Ulises hace lo que le indico y entonces le digo lo que le espera. -Ve a la casa de la mujer de bellos rizos. Se mostrará complacidad por tu visita. Te dará de beber en copa de oro, te tocará con su vara, te ordenará ir a la, pocilga y echarte entre gruñidos junto a tus compañeros. Pero tú, Ulises, no habrás de temer, pues ningún hechizo de Circe obrará en ti. Me percato de la mirada escéptica del paciente que desconfía de mis palabras. -Confía en mi saber -lo tranquilizo- y muéstrate remilgado cuando Circe te ofrezca su amor, también cuando te convide a su mesa a comer y beber en vajilla de plata, y laméntate por la pérdida de tus amigos. De este modo harás que la maga vuelva a tus compañeros a su estado natural. Los peludos verracos de nueve años se convertirán en lo que eran, jóvenes hombres de buena estatura y mejor conformación.

– ¿Por qué haría Circe semejante cosa? – inquiere el paciente.

– ¡Hasta los mismos dioses luchan en vano contra el amor! – le contesto-. Tú también hallarás satisfacción junto a la divina señora, pero cuidate de entregarte a Circe antes de haberle recabado su solemne juramento de que te dejará volver a casa.

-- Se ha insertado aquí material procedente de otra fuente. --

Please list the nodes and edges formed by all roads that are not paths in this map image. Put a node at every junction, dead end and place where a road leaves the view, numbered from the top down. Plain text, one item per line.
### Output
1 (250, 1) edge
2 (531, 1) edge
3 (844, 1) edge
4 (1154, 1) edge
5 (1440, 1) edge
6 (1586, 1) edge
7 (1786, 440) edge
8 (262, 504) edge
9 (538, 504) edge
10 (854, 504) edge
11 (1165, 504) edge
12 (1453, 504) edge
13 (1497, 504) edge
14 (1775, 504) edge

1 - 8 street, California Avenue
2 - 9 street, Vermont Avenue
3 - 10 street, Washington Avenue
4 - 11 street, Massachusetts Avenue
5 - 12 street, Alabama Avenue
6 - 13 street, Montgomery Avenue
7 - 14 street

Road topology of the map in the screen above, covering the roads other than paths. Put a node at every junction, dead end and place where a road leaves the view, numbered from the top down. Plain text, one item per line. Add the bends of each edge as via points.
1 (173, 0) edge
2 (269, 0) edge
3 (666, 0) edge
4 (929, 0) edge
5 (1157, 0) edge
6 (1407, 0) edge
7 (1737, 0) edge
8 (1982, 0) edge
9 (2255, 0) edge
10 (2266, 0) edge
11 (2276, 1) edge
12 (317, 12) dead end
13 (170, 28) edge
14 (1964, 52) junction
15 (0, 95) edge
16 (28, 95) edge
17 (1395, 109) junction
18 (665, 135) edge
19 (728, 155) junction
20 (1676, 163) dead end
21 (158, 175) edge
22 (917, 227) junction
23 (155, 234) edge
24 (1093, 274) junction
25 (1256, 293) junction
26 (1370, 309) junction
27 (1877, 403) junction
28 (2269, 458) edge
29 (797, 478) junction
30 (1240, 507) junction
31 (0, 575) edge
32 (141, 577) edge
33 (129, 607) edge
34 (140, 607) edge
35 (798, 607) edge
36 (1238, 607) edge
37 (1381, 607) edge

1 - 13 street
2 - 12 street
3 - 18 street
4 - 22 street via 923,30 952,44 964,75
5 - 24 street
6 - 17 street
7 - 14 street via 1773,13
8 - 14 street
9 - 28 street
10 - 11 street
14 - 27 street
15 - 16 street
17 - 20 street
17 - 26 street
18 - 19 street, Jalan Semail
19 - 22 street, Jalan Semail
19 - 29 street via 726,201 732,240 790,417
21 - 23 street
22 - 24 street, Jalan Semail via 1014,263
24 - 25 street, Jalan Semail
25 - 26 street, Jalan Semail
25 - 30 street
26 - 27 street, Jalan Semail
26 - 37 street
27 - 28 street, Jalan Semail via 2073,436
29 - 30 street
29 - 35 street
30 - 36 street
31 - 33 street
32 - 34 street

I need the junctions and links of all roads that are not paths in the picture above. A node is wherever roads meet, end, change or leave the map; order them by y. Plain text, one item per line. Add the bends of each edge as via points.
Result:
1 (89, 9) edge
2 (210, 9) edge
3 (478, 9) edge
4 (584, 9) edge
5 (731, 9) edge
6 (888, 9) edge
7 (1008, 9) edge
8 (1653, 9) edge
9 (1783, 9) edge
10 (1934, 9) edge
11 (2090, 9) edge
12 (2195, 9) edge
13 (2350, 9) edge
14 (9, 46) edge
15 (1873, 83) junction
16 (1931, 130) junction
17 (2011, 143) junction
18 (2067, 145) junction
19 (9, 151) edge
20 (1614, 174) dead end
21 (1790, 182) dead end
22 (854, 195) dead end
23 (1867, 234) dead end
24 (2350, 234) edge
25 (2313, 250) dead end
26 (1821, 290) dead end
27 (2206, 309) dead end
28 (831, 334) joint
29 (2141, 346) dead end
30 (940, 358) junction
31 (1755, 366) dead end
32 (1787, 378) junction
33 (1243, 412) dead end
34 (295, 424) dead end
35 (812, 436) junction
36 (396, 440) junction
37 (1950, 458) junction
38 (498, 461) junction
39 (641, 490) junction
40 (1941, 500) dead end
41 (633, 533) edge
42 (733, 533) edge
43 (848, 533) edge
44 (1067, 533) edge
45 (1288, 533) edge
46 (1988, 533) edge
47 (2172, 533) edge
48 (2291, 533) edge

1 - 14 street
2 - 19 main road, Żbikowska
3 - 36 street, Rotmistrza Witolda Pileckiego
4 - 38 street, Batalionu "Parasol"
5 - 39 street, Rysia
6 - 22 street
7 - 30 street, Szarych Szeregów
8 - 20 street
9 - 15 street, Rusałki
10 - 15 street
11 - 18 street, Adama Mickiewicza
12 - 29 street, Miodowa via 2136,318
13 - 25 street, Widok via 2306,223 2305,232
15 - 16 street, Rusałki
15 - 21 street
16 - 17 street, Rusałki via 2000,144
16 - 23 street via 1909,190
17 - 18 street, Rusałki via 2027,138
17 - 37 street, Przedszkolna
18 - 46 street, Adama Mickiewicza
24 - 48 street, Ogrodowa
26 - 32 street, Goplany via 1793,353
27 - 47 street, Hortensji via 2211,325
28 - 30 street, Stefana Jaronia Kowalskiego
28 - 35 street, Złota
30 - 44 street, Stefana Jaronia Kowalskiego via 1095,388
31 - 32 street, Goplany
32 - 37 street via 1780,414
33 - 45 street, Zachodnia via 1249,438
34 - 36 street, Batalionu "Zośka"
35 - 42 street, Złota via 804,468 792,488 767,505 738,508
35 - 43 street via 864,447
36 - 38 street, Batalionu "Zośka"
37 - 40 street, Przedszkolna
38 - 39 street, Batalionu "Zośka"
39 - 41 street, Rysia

– Se hará como tú lo aconsejas. ¿Y cuando la hechicera satisfaga mis deseos?

– Entonces corresponderás a los suyos durante un año y un día. Circe te dejará partir con vientos favorables hacia el norte, hacia los bosquecillos de Perséfone, donde se mezclan el Aqueronte, el Piiflegetón y el Cocito, los ríos silenciosos. En una cueva encontrarás al vidente ciego Tiresias entre hordas de difuntos, formaciones etéreas del reino de Plutón. El te dirá cómo regresar a tu casa, a Itaca.

De pronto, Ulises prorrumpe en sonoras quejas y maldiciones contra mí, porque cree que me burlo de su suerte. Entonces le ofrezco acompañarlo junto con sus camaradas.

El paciente se acerca a mí y me mira a los ojos.

– ¿Quién eres tú, anciano decrépito, y de dónde obtienes tu saber?

– Soy Imperator Caesar Augustus Divi Filius – le respondo-. Conozco tu destino, pues todos los que como yofluctúan entre la vida y la muerte, conocen el destino de los demás, pero no el propio.

VI

¡Oh, qué idus! La fiebre tira de mí y me zamarrea como el celidonio que en marzo doblega los árboles. Antonio Musa me administra bebidas amargas que no me traen ningún alivio. La vida es un tormento. Me he sorprendido en diálogo con aquellos que me precedieron en el camino a la muerte, como si yo hubiera muerto ya. Esto me proporciona un gran alivio, pero tan pronto la razón me devuelve a la realidad me aterra la idea de morir. La vida es terrible, la muerte un alivio. Vivir significa adivinar, morir es la certeza. La vista se me va al oeste. El sol se hunde en el espejo infinito. Avanza el crepúsculo, la noche. Me estremezco. Mi espejo. ¡Oh, no, no!

V

Por la noche emergieron del mar los dioses del Nilo con sus cabezas de cocodrilo y avanzaron raudos como naves por las aguas iluminadas por la luna. El pánico de verlos y comprender de pronto su raro lenguaje me paralizó, y no logré apartar la mirada de ellos.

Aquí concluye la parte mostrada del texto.